──────── DATASET CONTENT
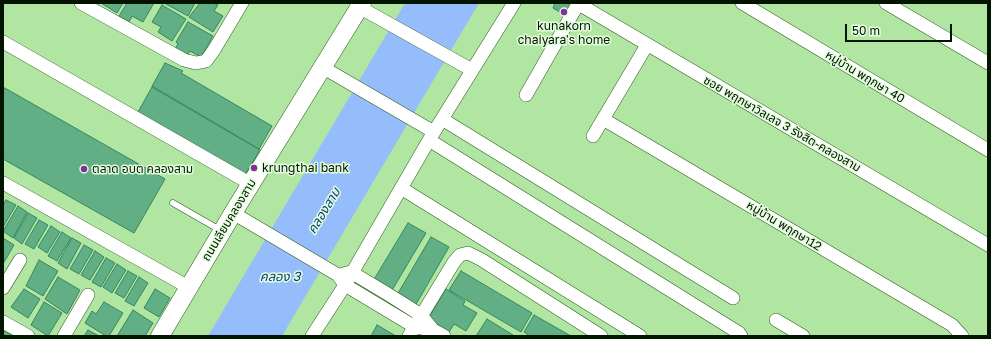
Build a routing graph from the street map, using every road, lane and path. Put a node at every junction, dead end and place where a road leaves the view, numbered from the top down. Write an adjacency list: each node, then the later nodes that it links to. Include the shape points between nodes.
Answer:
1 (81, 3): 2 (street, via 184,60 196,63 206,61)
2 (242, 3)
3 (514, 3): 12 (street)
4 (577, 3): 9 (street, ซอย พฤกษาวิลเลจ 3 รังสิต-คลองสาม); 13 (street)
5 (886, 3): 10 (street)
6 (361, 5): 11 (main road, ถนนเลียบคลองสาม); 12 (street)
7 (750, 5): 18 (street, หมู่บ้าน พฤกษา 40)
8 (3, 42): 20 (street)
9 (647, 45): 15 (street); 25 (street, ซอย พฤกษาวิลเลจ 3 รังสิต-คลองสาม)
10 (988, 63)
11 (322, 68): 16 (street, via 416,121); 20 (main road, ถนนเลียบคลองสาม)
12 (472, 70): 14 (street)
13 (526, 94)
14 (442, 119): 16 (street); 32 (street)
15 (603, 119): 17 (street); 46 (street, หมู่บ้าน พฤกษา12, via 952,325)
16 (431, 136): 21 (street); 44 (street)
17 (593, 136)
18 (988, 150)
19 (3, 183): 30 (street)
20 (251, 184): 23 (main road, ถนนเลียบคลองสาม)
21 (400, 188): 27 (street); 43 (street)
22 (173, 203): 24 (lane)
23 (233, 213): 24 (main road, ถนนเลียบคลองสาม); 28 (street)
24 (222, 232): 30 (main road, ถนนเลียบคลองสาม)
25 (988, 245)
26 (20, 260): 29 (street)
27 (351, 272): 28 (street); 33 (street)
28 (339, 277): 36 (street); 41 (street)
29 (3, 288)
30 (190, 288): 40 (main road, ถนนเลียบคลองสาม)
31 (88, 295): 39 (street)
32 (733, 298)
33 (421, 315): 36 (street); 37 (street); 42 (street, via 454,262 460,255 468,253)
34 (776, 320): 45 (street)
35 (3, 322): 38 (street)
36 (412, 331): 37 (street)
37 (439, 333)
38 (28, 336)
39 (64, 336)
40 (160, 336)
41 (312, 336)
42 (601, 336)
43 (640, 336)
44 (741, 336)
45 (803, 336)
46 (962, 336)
────────────────
──────── DATASET CONTENT
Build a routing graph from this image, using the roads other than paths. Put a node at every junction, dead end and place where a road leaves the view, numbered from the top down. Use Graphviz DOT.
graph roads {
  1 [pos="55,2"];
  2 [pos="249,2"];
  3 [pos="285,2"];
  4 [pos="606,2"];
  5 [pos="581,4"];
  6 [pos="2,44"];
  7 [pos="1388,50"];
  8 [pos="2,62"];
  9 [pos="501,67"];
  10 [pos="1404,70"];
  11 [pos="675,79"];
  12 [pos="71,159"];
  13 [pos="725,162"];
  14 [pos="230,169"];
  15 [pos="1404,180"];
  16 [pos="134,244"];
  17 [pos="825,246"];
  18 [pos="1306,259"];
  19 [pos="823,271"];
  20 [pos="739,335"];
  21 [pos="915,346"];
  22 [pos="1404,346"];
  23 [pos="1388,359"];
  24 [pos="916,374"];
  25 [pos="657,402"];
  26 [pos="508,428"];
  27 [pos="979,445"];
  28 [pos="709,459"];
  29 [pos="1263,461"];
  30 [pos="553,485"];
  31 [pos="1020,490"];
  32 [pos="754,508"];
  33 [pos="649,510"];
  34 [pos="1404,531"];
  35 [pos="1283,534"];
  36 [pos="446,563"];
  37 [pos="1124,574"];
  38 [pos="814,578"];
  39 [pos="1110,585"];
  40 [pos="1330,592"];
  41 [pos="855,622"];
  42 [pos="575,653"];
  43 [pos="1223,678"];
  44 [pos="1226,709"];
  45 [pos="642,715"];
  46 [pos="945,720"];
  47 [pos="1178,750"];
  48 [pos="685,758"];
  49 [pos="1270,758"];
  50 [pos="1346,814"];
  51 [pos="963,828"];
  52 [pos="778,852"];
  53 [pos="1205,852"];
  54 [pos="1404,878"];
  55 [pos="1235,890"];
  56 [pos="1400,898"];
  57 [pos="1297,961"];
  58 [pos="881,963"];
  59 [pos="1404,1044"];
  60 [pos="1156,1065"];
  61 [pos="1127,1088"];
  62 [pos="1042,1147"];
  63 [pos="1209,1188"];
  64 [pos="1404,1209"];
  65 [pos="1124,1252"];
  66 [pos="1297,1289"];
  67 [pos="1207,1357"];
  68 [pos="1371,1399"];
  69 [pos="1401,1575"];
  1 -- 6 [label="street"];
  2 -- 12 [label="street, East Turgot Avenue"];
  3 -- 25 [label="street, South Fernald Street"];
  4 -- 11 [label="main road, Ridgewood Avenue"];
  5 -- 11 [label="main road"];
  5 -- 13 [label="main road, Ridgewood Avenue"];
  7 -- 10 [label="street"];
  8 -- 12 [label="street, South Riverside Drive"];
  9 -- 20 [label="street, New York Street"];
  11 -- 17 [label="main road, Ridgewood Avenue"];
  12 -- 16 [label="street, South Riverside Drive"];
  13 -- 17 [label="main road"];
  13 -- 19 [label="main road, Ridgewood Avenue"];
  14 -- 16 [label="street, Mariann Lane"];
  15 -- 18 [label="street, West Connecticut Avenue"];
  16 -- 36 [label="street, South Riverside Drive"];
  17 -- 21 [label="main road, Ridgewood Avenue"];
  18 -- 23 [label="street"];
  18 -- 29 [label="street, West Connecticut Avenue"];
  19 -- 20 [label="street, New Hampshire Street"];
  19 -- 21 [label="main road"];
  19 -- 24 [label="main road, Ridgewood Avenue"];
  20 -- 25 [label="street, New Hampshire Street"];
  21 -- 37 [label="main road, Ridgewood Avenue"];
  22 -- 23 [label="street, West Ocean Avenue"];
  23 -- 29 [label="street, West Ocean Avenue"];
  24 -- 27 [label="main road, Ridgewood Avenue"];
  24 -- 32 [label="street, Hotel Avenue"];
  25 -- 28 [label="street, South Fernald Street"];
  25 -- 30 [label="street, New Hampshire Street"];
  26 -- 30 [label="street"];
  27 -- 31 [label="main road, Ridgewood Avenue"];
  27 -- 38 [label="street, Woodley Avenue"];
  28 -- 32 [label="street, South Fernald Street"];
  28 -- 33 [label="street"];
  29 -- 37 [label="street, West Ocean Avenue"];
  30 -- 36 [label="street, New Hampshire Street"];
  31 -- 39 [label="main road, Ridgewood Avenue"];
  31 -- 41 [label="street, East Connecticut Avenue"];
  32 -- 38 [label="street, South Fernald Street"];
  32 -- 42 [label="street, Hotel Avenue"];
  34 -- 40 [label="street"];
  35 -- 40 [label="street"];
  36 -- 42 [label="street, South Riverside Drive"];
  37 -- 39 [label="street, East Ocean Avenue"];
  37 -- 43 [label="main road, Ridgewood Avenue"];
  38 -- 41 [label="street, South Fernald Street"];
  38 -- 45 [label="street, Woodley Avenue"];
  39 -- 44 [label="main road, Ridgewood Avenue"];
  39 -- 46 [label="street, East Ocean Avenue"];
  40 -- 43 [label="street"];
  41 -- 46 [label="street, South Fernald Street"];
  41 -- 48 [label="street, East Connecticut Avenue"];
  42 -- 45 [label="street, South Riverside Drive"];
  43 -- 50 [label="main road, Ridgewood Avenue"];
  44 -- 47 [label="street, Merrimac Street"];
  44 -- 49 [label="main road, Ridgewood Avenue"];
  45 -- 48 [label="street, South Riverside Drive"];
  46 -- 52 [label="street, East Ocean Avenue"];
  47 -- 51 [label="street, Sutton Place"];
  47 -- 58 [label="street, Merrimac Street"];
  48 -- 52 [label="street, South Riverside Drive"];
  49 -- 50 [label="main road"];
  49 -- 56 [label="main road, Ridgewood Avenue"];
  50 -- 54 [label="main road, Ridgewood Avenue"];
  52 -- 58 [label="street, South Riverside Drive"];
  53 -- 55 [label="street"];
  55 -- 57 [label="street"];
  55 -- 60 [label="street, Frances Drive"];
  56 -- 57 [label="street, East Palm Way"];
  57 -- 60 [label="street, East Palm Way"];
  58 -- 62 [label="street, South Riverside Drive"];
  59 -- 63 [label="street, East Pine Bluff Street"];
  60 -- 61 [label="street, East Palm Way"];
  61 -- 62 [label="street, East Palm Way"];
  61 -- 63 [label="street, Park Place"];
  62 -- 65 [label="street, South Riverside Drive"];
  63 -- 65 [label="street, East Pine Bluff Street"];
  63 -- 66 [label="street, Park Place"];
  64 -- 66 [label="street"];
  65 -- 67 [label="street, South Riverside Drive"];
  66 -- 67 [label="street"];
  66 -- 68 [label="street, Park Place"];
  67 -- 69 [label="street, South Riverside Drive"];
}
────────────────
§ **DIRECTIONS**
Determine how many lines of the records hold the word "Build", giving only that number.

§ **TASK RESPONSE**
2